Segment Start: PROVIDED MATERIAL

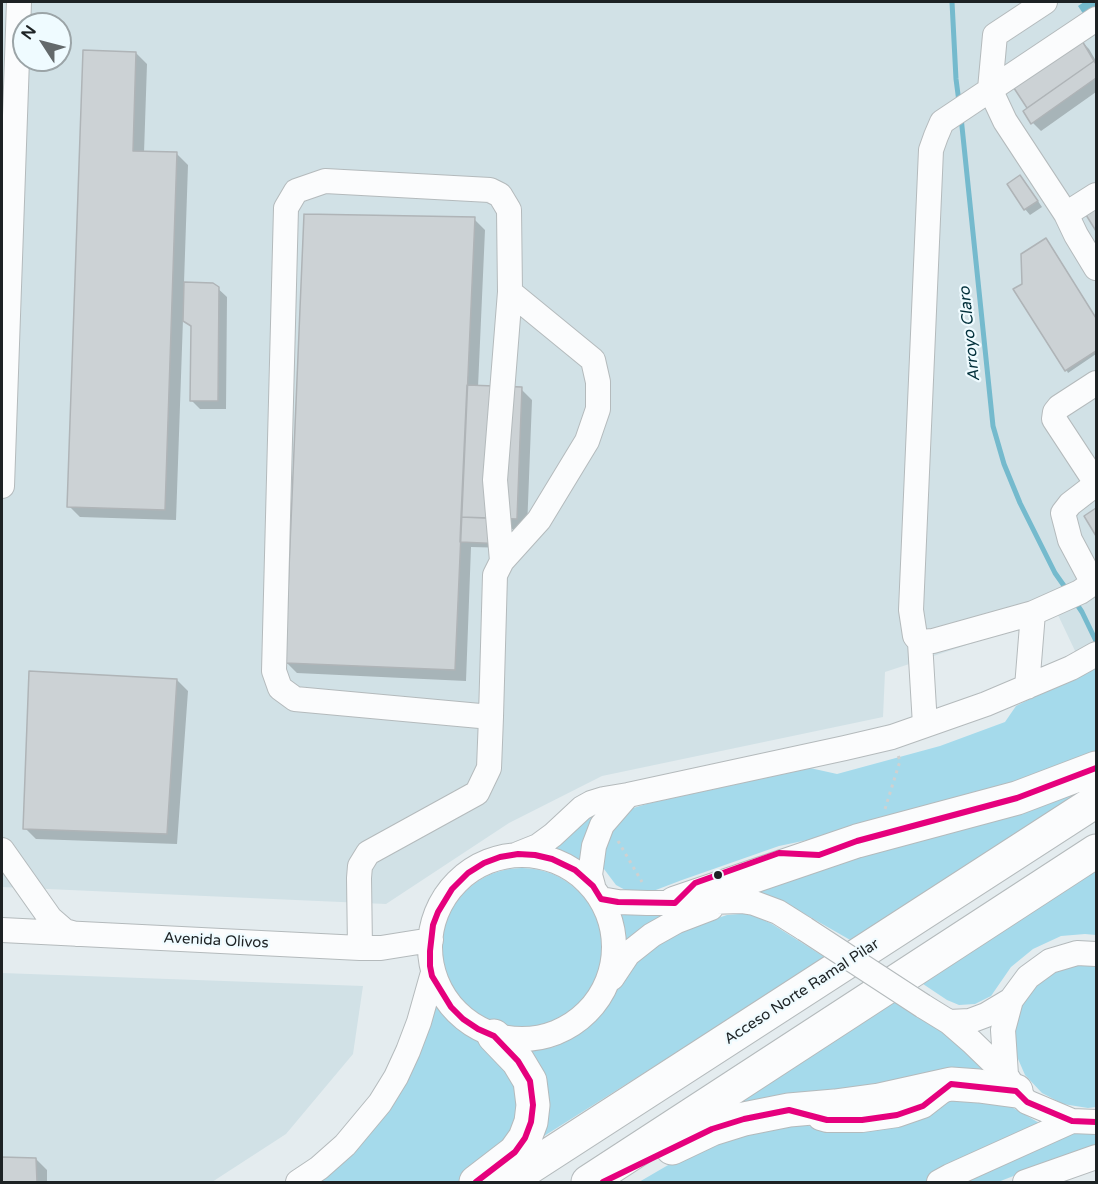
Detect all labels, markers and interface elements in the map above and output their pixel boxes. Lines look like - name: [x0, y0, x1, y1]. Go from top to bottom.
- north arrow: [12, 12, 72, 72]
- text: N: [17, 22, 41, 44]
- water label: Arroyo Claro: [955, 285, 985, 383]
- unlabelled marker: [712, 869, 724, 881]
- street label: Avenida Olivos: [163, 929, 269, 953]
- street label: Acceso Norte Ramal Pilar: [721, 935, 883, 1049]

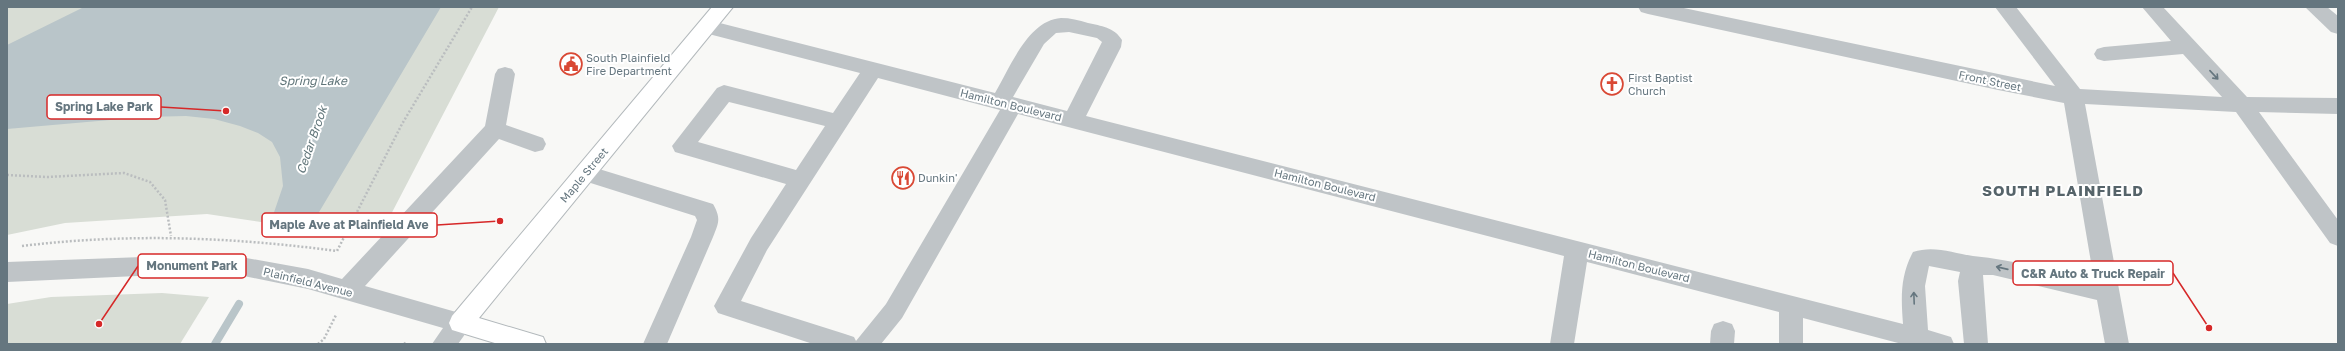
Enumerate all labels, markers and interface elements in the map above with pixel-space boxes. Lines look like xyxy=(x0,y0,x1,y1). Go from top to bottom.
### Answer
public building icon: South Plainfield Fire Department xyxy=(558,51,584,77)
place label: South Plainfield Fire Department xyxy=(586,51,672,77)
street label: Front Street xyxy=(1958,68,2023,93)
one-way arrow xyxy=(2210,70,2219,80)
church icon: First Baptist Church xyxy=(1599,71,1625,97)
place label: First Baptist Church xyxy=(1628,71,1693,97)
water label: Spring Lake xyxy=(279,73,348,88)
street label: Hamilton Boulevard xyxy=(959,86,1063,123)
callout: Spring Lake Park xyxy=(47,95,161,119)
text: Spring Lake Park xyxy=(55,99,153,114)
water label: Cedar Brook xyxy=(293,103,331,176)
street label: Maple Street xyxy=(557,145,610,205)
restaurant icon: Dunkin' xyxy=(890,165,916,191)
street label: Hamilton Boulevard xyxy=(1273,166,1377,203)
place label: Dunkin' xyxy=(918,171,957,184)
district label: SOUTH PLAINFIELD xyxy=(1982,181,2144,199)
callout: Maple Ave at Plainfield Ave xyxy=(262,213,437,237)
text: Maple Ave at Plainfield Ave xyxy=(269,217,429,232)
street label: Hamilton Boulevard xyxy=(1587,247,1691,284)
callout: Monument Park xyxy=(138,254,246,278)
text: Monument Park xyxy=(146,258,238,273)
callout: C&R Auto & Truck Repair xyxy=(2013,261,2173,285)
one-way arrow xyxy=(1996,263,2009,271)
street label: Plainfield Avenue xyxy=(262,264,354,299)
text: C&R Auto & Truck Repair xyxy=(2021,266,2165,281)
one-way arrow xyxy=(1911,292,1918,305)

Segment End: PROVIDED MATERIAL

- _EXERCISE DETAILS_:
All of the records need to be restated word for word, but not the pictures.

- _RESPONSE_:
Detect all labels, markers and interface elements in the map above and output their pixel boxes. Lines look like - name: [x0, y0, x1, y1]. Go from top to bottom.
- north arrow: [12, 12, 72, 72]
- text: N: [17, 22, 41, 44]
- water label: Arroyo Claro: [955, 285, 985, 383]
- unlabelled marker: [712, 869, 724, 881]
- street label: Avenida Olivos: [163, 929, 269, 953]
- street label: Acceso Norte Ramal Pilar: [721, 935, 883, 1049]

Enumerate all labels, markers and interface elements in the map above with pixel-space boxes. Lines look like xyxy=(x0,y0,x1,y1). Go from top to bottom.
### Answer
public building icon: South Plainfield Fire Department xyxy=(558,51,584,77)
place label: South Plainfield Fire Department xyxy=(586,51,672,77)
street label: Front Street xyxy=(1958,68,2023,93)
one-way arrow xyxy=(2210,70,2219,80)
church icon: First Baptist Church xyxy=(1599,71,1625,97)
place label: First Baptist Church xyxy=(1628,71,1693,97)
water label: Spring Lake xyxy=(279,73,348,88)
street label: Hamilton Boulevard xyxy=(959,86,1063,123)
callout: Spring Lake Park xyxy=(47,95,161,119)
text: Spring Lake Park xyxy=(55,99,153,114)
water label: Cedar Brook xyxy=(293,103,331,176)
street label: Maple Street xyxy=(557,145,610,205)
restaurant icon: Dunkin' xyxy=(890,165,916,191)
street label: Hamilton Boulevard xyxy=(1273,166,1377,203)
place label: Dunkin' xyxy=(918,171,957,184)
district label: SOUTH PLAINFIELD xyxy=(1982,181,2144,199)
callout: Maple Ave at Plainfield Ave xyxy=(262,213,437,237)
text: Maple Ave at Plainfield Ave xyxy=(269,217,429,232)
street label: Hamilton Boulevard xyxy=(1587,247,1691,284)
callout: Monument Park xyxy=(138,254,246,278)
text: Monument Park xyxy=(146,258,238,273)
callout: C&R Auto & Truck Repair xyxy=(2013,261,2173,285)
one-way arrow xyxy=(1996,263,2009,271)
street label: Plainfield Avenue xyxy=(262,264,354,299)
text: C&R Auto & Truck Repair xyxy=(2021,266,2165,281)
one-way arrow xyxy=(1911,292,1918,305)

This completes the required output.